Carnivores are of great interest in comparative gene mapping in mammals. Giemsa banding with trypsin analysis has shown that chromosome divergence in Mustelidae, despite the considerable variation in number and morphology of chromosomes, mainly resulted from rearrangements of virtually constant elements, probably representing the remains of an ancestral karyotype (Graphodatsky and others 1989; Wuster-Hill and Centerwall 1982). A similar situation was reported in the families Canidae and Ursidae (Graphodatsky and others 1995; Nash and O'Brien 1987; Wurster-Hill and Centerwall 1982). Moreover, the comparison of the Giemsa-banding chromosomes of Carnivora and species belonging to other orders--primates, rodents, or ungulates--demonstrated that in some cases there is a similarity in the Giemsa-banding patterns for large chromosome regions of the distantly related species (Graphodatsky 1989; Nash and O'Brien 1982). However, supplementary data on gene mapping are needed to decide whether this similarity reflects true homology and to reach reliable conclusions about the chromosome evolution of mammals (O'Brien and others 1993; Wakefield and Graves 1996).

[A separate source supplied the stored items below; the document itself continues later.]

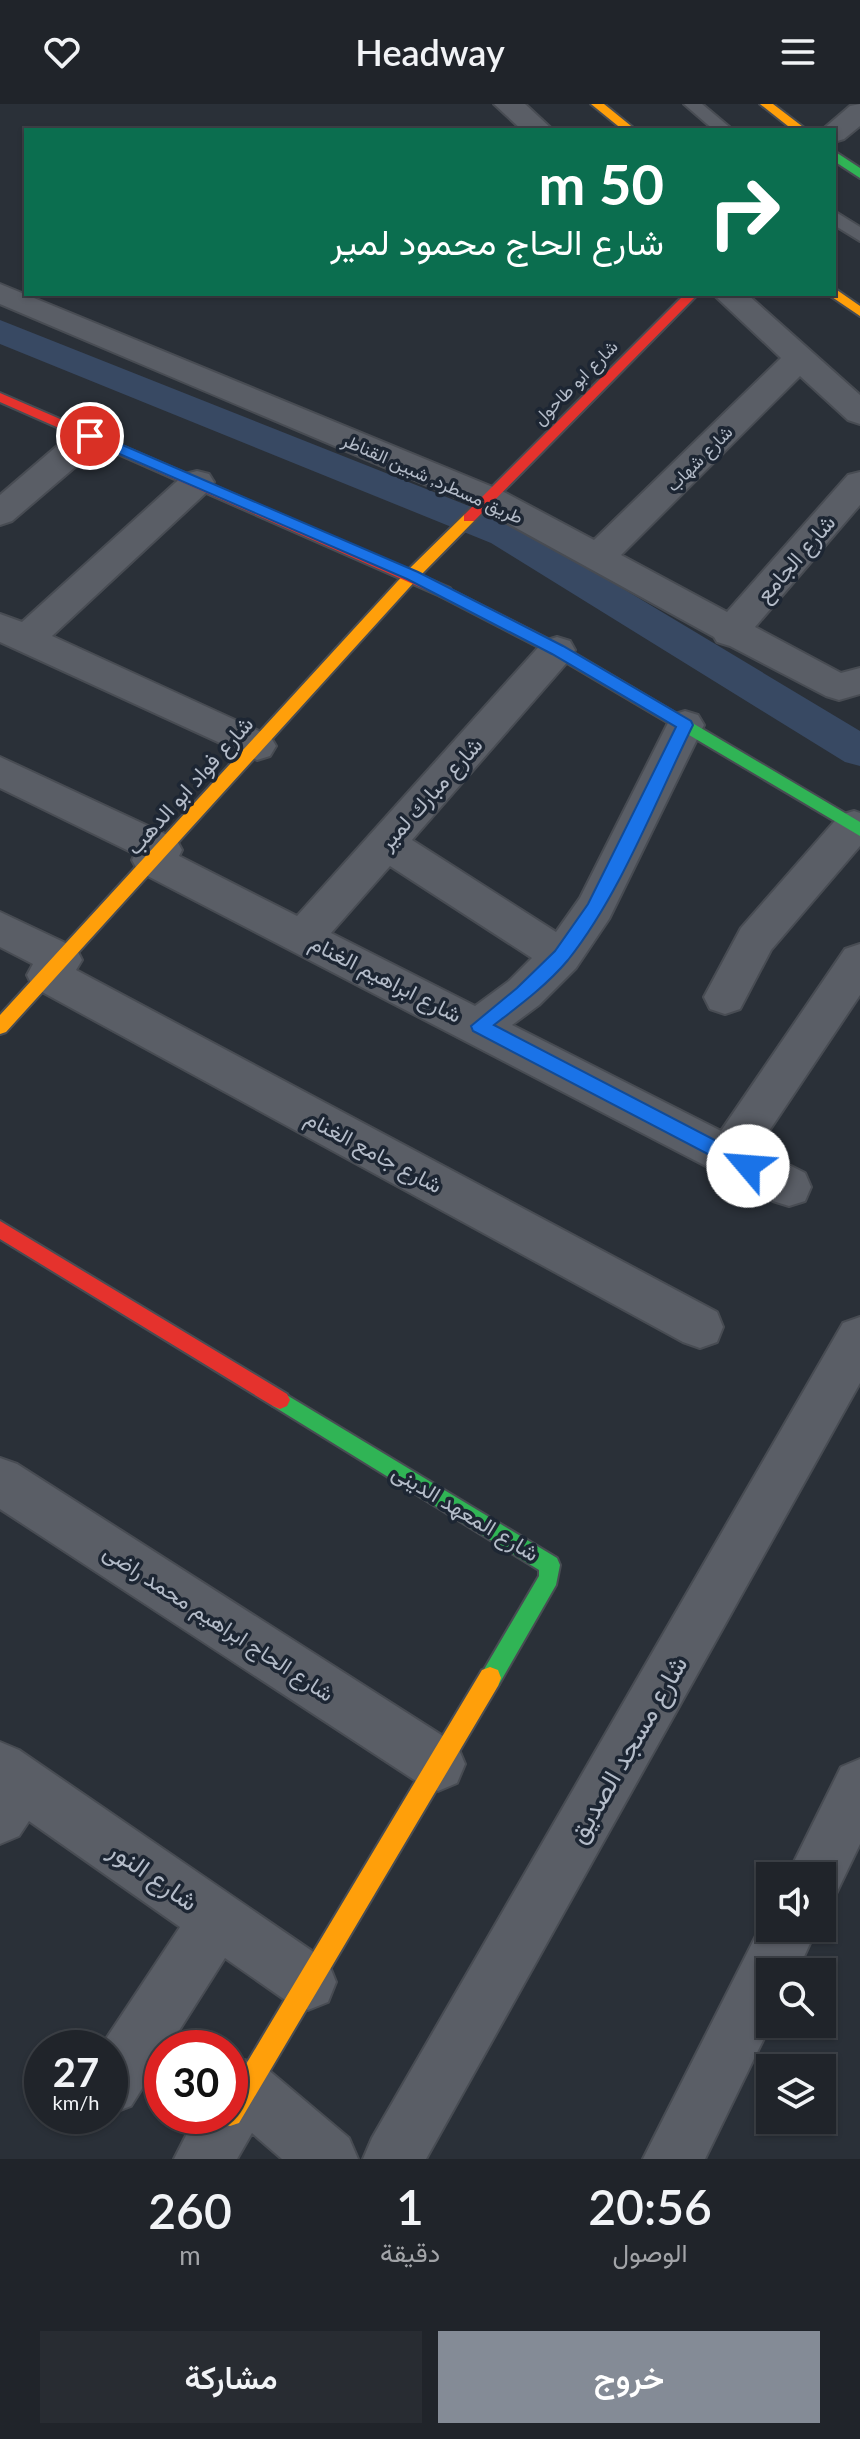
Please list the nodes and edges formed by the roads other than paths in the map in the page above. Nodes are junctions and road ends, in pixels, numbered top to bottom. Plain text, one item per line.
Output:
1 (508, 104) edge
2 (597, 104) edge
3 (692, 104) edge
4 (766, 104) edge
5 (852, 104) edge
6 (860, 111) edge
7 (537, 128) edge
8 (627, 128) edge
9 (722, 128) edge
10 (798, 128) edge
11 (836, 131) edge
12 (836, 156) edge
13 (860, 174) edge
14 (836, 218) edge
15 (860, 236) edge
16 (0, 293) edge
17 (836, 294) edge
18 (690, 296) edge
19 (731, 296) edge
20 (860, 312) edge
21 (801, 357) junction
22 (0, 397) edge
23 (860, 413) edge
24 (90, 436) junction
25 (197, 482) junction
26 (860, 483) edge
27 (488, 498) junction
28 (0, 513) edge
29 (596, 559) junction
30 (412, 575) junction
31 (13, 633) edge
32 (730, 633) junction
33 (557, 650) junction
34 (856, 683) edge
35 (685, 725) junction
36 (257, 746) junction
37 (0, 771) edge
38 (857, 828) edge
39 (385, 843) junction
40 (157, 855) junction
41 (0, 928) edge
42 (303, 937) junction
43 (561, 956) junction
44 (860, 961) edge
45 (54, 968) junction
46 (725, 997) dead end
47 (479, 1026) junction
48 (0, 1027) edge
49 (728, 1156) junction
50 (789, 1187) dead end
51 (0, 1229) edge
52 (700, 1327) dead end
53 (860, 1338) edge
54 (0, 1481) edge
55 (438, 1764) junction
56 (860, 1786) edge
57 (7, 1790) edge
58 (822, 1862) edge
59 (218, 1919) junction
60 (782, 1942) edge
61 (308, 1982) junction
62 (128, 2057) edge
63 (248, 2084) edge
64 (248, 2113) edge
65 (219, 2134) edge
66 (204, 2159) edge
67 (328, 2159) edge
68 (393, 2159) edge
69 (673, 2159) edge

1 - 7 street
2 - 8 main road
3 - 9 lane
4 - 10 main road
5 - 6 street
6 - 11 street
12 - 13 main road
14 - 15 lane
16 - 27 street, طريق مسطرد, شبين القناطر
17 - 20 main road
18 - 27 main road, شارع ابو طاحول
19 - 21 street
21 - 23 street
21 - 29 street, شارع شهاب
22 - 24 main road
24 - 25 main road
24 - 28 street
25 - 30 main road
25 - 31 street
26 - 32 street, شارع الجامع
27 - 29 street, طريق مسطرد, شبين القناطر
27 - 30 main road, شارع ابو طاحول
29 - 32 street, طريق مسطرد, شبين القناطر
30 - 33 main road
30 - 36 main road, شارع فواد ابو الدهب
31 - 36 street
32 - 34 street, طريق مسطرد, شبين القناطر
33 - 35 main road
33 - 39 street, شارع مبارك لمير
35 - 38 main road
35 - 43 street
36 - 40 main road, شارع فواد ابو الدهب
37 - 40 street, شارع ابراهيم الغنام
38 - 46 street
39 - 42 street, شارع مبارك لمير
39 - 43 street
40 - 42 street, شارع ابراهيم الغنام
40 - 45 main road, شارع فواد ابو الدهب
41 - 45 street, شارع جامع الغنام
42 - 47 street, شارع ابراهيم الغنام
43 - 47 street
44 - 49 street
45 - 48 main road, شارع فواد ابو الدهب
45 - 52 street, شارع جامع الغنام
47 - 49 street, شارع ابراهيم الغنام
49 - 50 street, شارع ابراهيم الغنام
51 - 55 main road, شارع المعهد الدينى
53 - 68 street, شارع مسجد الصديق
54 - 55 street, شارع الحاج ابراهيم محمد راضى
55 - 61 main road, شارع المعهد الدينى
56 - 58 street
57 - 59 street, شارع النور
59 - 61 street, شارع النور
59 - 62 street
60 - 69 street
61 - 63 main road, شارع المعهد الدينى
64 - 67 street
65 - 66 street, شارع المعهد الدينى

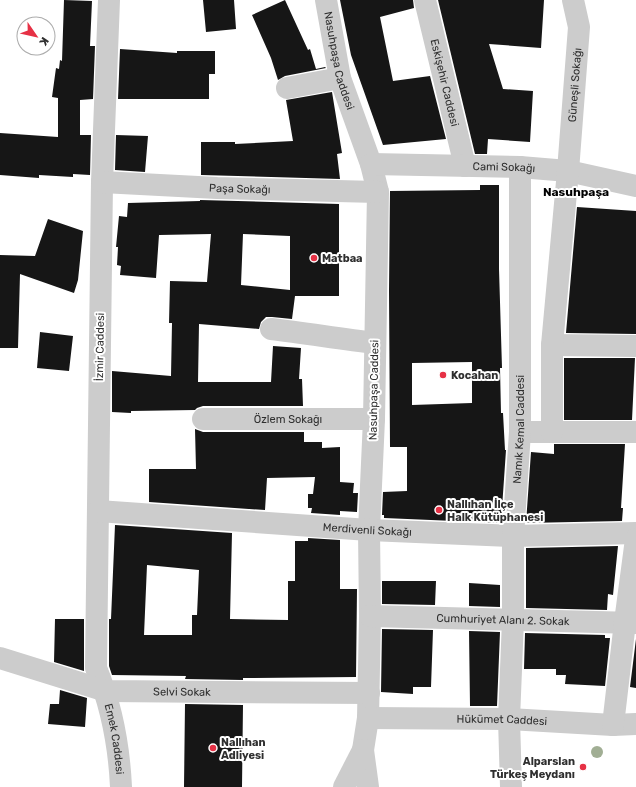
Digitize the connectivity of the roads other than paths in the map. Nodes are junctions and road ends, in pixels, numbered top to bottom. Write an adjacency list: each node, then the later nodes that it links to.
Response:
1 (109, 0): 11 (street, İzmir Caddesi)
2 (326, 0): 5 (street, Nasuhpaşa Caddesi)
3 (424, 0): 8 (street, Eskişehir Caddesi)
4 (573, 0): 10 (street, Güneşli Sokağı)
5 (340, 78): 6 (street); 7 (street, Nasuhpaşa Caddesi)
6 (288, 88)
7 (371, 164): 8 (street, Cami Sokağı); 13 (street, Nasuhpaşa Caddesi)
8 (465, 166): 9 (street, Cami Sokağı)
9 (520, 167): 10 (street, Cami Sokağı); 20 (street, Namık Kemal Caddesi)
10 (568, 171): 12 (street, Cami Sokağı); 16 (street, Güneşli Sokağı)
11 (102, 182): 13 (street, Paşa Sokağı); 23 (street, İzmir Caddesi)
12 (636, 186)
13 (378, 192): 15 (street, Nasuhpaşa Caddesi)
14 (271, 329): 15 (street)
15 (375, 343): 19 (street, Nasuhpaşa Caddesi)
16 (552, 345): 17 (street); 21 (street, Güneşli Sokağı)
17 (636, 346)
18 (202, 419): 19 (street, Özlem Sokağı)
19 (374, 419): 24 (street, Nasuhpaşa Caddesi)
20 (520, 432): 21 (street); 26 (street, Namık Kemal Caddesi)
21 (552, 432): 22 (street)
22 (636, 432)
23 (98, 511): 24 (street, Merdivenli Sokağı); 32 (street, İzmir Caddesi)
24 (370, 530): 26 (street, Merdivenli Sokağı); 28 (street, Nasuhpaşa Caddesi)
25 (636, 533): 26 (street, Merdivenli Sokağı)
26 (513, 536): 29 (street, Namık Kemal Caddesi)
27 (636, 539): 30 (street)
28 (370, 616): 29 (street, Cumhuriyet Alanı 2. Sokak); 33 (street, Nasuhpaşa Caddesi)
29 (512, 620): 30 (street, Cumhuriyet Alanı 2. Sokak); 35 (street, Namık Kemal Caddesi)
30 (630, 623): 37 (street)
31 (0, 658): 32 (street, Selvi Sokak)
32 (106, 691): 33 (street, Selvi Sokak); 39 (street, Emek Caddesi)
33 (368, 693): 34 (street, Nasuhpaşa Caddesi)
34 (368, 718): 35 (street, Hükümet Caddesi); 38 (street, Nasuhpaşa Caddesi)
35 (509, 719): 37 (street, Hükümet Caddesi); 42 (street, Namık Kemal Caddesi)
36 (636, 724): 37 (street, Hükümet Caddesi)
37 (613, 725)
38 (364, 750): 40 (street); 41 (street, Nasuhpaşa Caddesi)
39 (121, 787)
40 (344, 787)
41 (368, 787)
42 (511, 787)

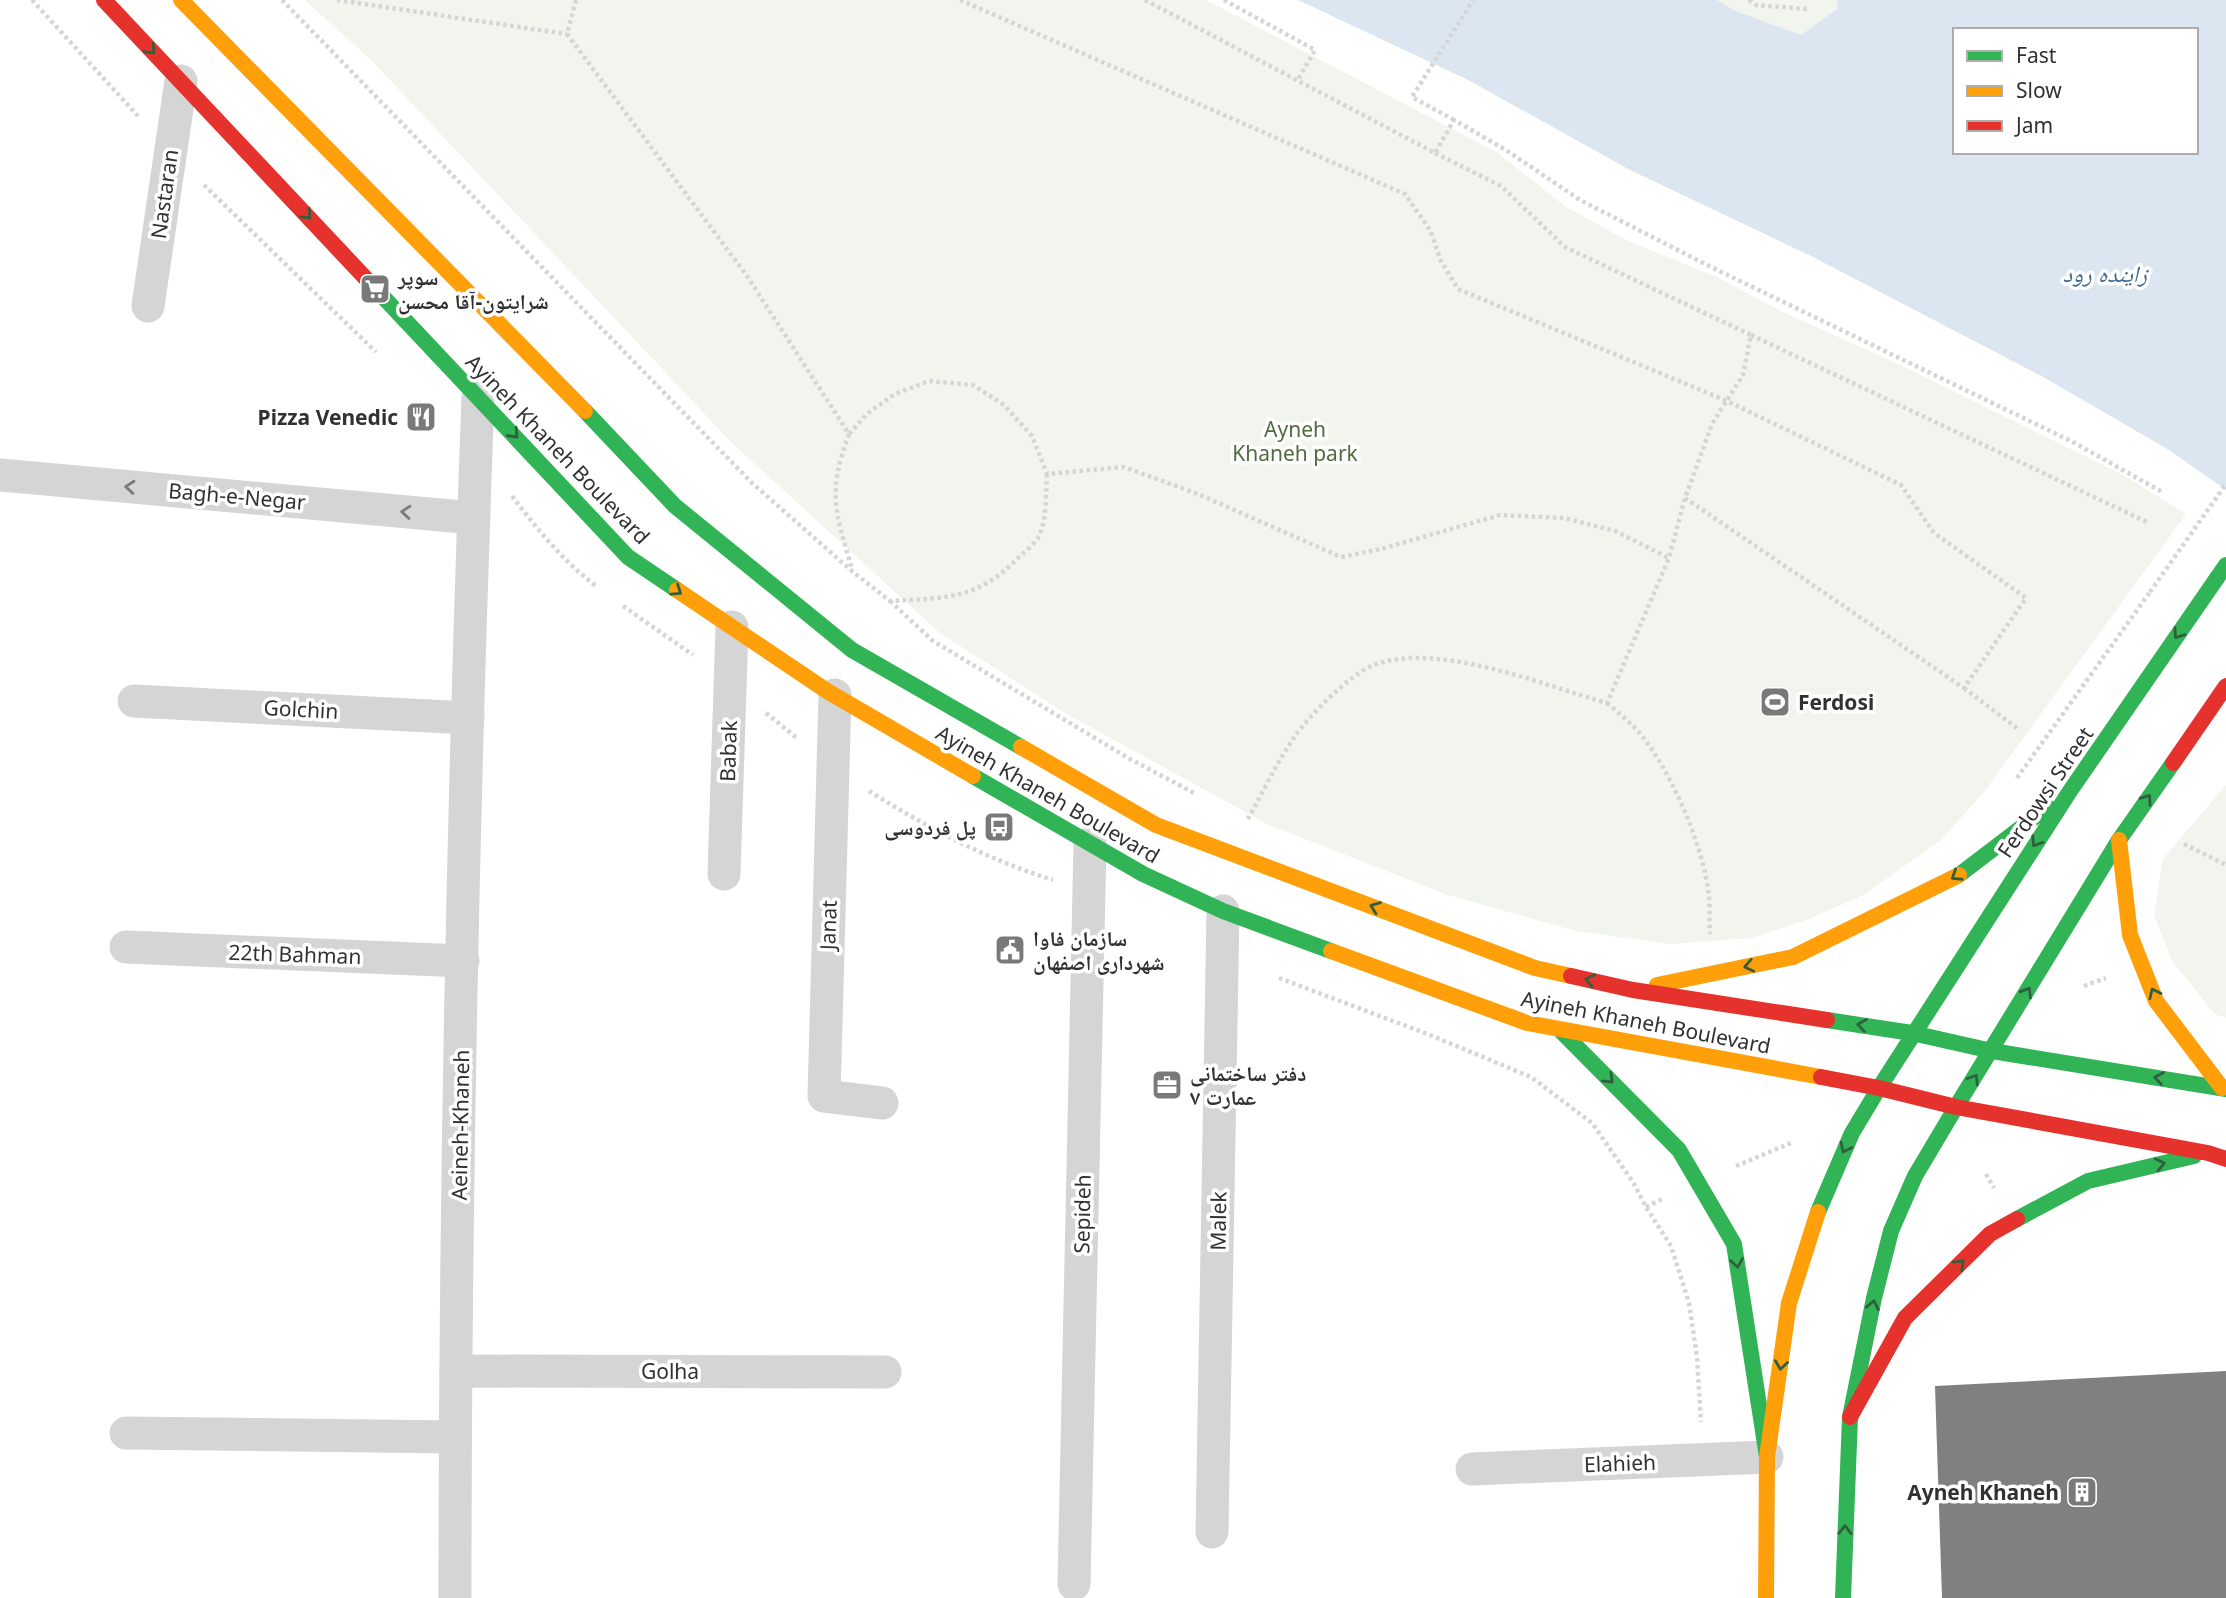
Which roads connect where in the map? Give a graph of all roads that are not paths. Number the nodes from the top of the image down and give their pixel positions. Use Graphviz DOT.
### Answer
graph roads {
  1 [pos="104,0"];
  2 [pos="181,0"];
  3 [pos="181,81"];
  4 [pos="148,306"];
  5 [pos="478,397"];
  6 [pos="0,475"];
  7 [pos="474,518"];
  8 [pos="2221,571"];
  9 [pos="732,627"];
  10 [pos="2226,686"];
  11 [pos="835,695"];
  12 [pos="134,701"];
  13 [pos="468,718"];
  14 [pos="2070,791"];
  15 [pos="2119,840"];
  16 [pos="1090,843"];
  17 [pos="724,874"];
  18 [pos="1223,911"];
  19 [pos="126,947"];
  20 [pos="463,961"];
  21 [pos="1633,990"];
  22 [pos="1561,1031"];
  23 [pos="1912,1033"];
  24 [pos="1992,1051"];
  25 [pos="1879,1088"];
  26 [pos="2224,1088"];
  27 [pos="882,1102"];
  28 [pos="1956,1107"];
  29 [pos="2208,1153"];
  30 [pos="2226,1159"];
  31 [pos="456,1371"];
  32 [pos="885,1372"];
  33 [pos="1850,1417"];
  34 [pos="126,1433"];
  35 [pos="455,1437"];
  36 [pos="1767,1457"];
  37 [pos="1472,1469"];
  38 [pos="1212,1532"];
  39 [pos="1073,1584"];
  40 [pos="456,1598"];
  41 [pos="1766,1598"];
  42 [pos="1843,1598"];
  1 -- 3 [label="main road, Ayineh Khaneh Boulevard, one-way"];
  21 -- 2 [label="main road, Ayineh Khaneh Boulevard, one-way"];
  3 -- 4 [label="street, Nastaran"];
  3 -- 5 [label="main road, Ayineh Khaneh Boulevard, one-way"];
  5 -- 7 [label="street, Aeineh-Khaneh"];
  5 -- 9 [label="main road, Ayineh Khaneh Boulevard, one-way"];
  7 -- 6 [label="street, Bagh-e-Negar, one-way"];
  7 -- 13 [label="street, Aeineh-Khaneh"];
  8 -- 14 [label="main road, Ferdowsi Street, one-way"];
  9 -- 11 [label="main road, Ayineh Khaneh Boulevard"];
  9 -- 17 [label="street, Babak"];
  15 -- 10 [label="main road, one-way"];
  11 -- 16 [label="main road, Ayineh Khaneh Boulevard"];
  11 -- 27 [label="street, Janat"];
  12 -- 13 [label="street, Golchin"];
  13 -- 20 [label="street, Aeineh-Khaneh"];
  14 -- 21 [label="main road, one-way"];
  14 -- 23 [label="main road, Ferdowsi Street, one-way"];
  24 -- 15 [label="main road, one-way"];
  26 -- 15 [label="main road, one-way"];
  16 -- 18 [label="main road, Ayineh Khaneh Boulevard"];
  16 -- 39 [label="street, Sepideh"];
  18 -- 22 [label="main road, Ayineh Khaneh Boulevard"];
  18 -- 38 [label="street, Malek"];
  19 -- 20 [label="street, 22th Bahman"];
  20 -- 31 [label="street, Aeineh-Khaneh"];
  23 -- 21 [label="main road, Ayineh Khaneh Boulevard, one-way"];
  22 -- 25 [label="main road, Ayineh Khaneh Boulevard"];
  22 -- 36 [label="main road, one-way"];
  23 -- 24 [label="main road, Ayineh Khaneh Boulevard"];
  23 -- 25 [label="main road, Ferdowsi Street"];
  26 -- 24 [label="main road, Ayineh Khaneh Boulevard, one-way"];
  28 -- 24 [label="main road, one-way"];
  25 -- 28 [label="main road, Ayineh Khaneh Boulevard"];
  25 -- 36 [label="main road, Ferdowsi Street, one-way"];
  28 -- 29 [label="main road, Ayineh Khaneh Boulevard"];
  33 -- 28 [label="main road, one-way"];
  29 -- 30 [label="main road, Ayineh Khaneh Boulevard"];
  33 -- 29 [label="main road, one-way"];
  31 -- 32 [label="street, Golha"];
  31 -- 35 [label="street, Aeineh-Khaneh"];
  42 -- 33 [label="main road, one-way"];
  34 -- 35 [label="street"];
  35 -- 40 [label="street, Aeineh-Khaneh"];
  36 -- 37 [label="street, Elahieh"];
  36 -- 41 [label="main road"];
}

For a long time, the efforts of mink breeders were focused on the identification of mutations affecting coat color genes. At the time of this writing, approximately 30 coat color mutations have been identified in mink. Most of them (at least 20) are controlled by independent autosomal loci (Nes and others 1988; Robinson 1975; Shackelford 1948). it is reasonable to expect that some of them are linked because a haploid set of mink chromosomes contains 14 autosomes plus the X or Y sex chromosome (Christensen and others 1996; Mandahl and Fredga 1975). However, there has been only I description of linkage of 2 coat color mutations, Ebony (Eb) and royal pastel (b) (Shackelford 1949). in this paper, I present the current state of gene mapping of mink, based on data obtained from traditional breeding, somatic cell hybridization, chromosome-mediated or interphase nuclei-mediated gene transfer procedures, and in situ hybridization.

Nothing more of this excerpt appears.